YOUR TASK. Only lines holding the word "this" are needed; copy each of them from the material.

MATERIAL PROVIDED.
= = = = =

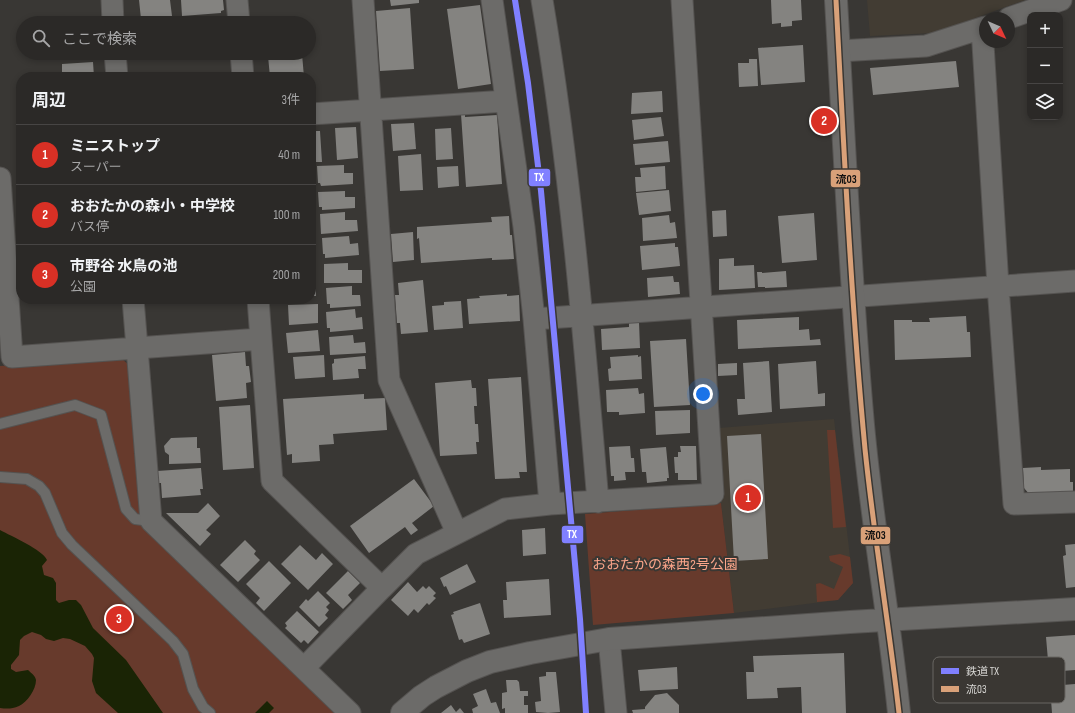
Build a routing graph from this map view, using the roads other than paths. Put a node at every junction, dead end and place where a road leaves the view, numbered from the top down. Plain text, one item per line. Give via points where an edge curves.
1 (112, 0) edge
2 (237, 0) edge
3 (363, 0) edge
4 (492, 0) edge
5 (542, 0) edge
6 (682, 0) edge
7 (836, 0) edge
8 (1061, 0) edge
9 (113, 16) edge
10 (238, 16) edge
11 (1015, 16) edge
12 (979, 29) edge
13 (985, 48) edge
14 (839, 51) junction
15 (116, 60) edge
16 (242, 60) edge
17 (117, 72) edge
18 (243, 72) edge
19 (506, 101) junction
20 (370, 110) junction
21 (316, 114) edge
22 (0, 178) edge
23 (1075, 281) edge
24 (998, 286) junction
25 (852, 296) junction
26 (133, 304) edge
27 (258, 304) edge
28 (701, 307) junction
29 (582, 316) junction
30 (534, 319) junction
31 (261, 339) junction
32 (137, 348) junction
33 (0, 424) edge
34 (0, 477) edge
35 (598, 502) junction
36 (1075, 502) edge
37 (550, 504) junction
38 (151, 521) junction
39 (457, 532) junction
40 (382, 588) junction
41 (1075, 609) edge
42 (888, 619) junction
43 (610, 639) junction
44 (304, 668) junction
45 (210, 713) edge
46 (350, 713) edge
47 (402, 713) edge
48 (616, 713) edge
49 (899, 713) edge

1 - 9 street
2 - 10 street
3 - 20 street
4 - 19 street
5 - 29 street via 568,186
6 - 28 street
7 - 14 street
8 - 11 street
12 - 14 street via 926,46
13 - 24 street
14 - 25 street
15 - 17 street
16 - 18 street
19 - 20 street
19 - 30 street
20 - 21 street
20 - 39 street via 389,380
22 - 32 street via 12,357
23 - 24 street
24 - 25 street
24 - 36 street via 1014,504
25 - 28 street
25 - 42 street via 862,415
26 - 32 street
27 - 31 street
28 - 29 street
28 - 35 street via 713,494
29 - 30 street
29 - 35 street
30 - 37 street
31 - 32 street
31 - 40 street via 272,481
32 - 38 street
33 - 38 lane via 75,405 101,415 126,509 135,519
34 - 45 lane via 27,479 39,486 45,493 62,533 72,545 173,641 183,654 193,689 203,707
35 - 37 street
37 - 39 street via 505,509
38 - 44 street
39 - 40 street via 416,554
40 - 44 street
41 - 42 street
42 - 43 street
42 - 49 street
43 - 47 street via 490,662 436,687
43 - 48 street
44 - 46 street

= = = = =

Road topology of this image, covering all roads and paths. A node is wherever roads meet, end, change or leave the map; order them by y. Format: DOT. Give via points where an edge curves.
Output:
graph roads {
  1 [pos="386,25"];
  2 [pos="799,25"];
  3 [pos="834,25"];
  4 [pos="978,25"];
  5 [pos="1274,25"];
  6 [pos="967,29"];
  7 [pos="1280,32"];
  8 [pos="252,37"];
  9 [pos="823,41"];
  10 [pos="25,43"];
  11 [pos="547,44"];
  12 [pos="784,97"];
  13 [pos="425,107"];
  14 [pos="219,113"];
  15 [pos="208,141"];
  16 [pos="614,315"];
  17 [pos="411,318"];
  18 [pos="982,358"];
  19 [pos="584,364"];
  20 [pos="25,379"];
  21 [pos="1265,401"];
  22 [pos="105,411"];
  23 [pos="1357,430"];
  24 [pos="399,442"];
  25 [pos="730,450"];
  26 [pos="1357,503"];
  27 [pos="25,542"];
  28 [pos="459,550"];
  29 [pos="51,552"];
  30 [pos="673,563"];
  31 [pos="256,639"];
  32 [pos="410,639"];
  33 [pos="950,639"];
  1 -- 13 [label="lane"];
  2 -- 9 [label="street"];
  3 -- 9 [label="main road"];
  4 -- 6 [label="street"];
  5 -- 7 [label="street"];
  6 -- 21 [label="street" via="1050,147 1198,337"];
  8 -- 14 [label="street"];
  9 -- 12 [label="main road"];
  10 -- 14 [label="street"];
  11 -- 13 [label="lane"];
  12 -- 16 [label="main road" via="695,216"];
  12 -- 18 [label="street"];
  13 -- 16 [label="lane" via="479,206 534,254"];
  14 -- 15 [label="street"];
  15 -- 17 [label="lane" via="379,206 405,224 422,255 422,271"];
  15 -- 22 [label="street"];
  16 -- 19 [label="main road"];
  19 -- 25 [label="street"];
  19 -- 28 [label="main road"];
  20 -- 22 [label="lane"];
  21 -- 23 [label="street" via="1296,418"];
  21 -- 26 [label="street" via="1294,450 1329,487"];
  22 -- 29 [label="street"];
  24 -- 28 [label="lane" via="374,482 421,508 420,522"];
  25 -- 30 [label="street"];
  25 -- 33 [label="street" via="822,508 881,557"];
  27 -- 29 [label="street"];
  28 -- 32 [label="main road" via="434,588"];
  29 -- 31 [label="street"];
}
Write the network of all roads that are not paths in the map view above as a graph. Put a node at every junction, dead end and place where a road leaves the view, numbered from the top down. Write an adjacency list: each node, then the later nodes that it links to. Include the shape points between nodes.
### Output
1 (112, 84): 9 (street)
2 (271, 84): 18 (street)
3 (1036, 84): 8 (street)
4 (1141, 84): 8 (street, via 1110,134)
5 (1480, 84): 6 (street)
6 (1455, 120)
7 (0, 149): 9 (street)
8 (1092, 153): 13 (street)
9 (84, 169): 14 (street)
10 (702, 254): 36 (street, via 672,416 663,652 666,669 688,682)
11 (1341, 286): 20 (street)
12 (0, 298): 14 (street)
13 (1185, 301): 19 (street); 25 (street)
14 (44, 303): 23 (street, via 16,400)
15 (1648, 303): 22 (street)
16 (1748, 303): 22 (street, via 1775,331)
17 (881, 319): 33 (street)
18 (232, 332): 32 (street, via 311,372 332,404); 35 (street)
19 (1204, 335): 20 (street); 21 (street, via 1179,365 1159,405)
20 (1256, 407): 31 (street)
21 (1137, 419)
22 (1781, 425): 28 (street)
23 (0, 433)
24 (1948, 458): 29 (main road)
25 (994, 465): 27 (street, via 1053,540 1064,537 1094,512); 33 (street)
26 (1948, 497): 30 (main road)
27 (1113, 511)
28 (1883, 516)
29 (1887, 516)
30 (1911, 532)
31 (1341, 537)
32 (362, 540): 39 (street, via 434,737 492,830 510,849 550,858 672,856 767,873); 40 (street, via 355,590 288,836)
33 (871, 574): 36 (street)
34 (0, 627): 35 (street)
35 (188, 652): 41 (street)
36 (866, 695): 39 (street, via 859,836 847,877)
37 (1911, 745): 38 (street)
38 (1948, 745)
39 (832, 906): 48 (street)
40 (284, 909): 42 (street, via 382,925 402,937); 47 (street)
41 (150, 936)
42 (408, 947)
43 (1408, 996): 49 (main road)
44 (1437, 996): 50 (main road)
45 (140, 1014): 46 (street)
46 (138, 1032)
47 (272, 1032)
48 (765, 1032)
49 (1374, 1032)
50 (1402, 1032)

= = = = =

YOUR RESPONSE.
Build a routing graph from this map view, using the roads other than paths. Put a node at every junction, dead end and place where a road leaves the view, numbered from the top down. Plain text, one item per line. Give via points where an edge curves.
Road topology of this image, covering all roads and paths. A node is wherever roads meet, end, change or leave the map; order them by y. Format: DOT. Give via points where an edge curves.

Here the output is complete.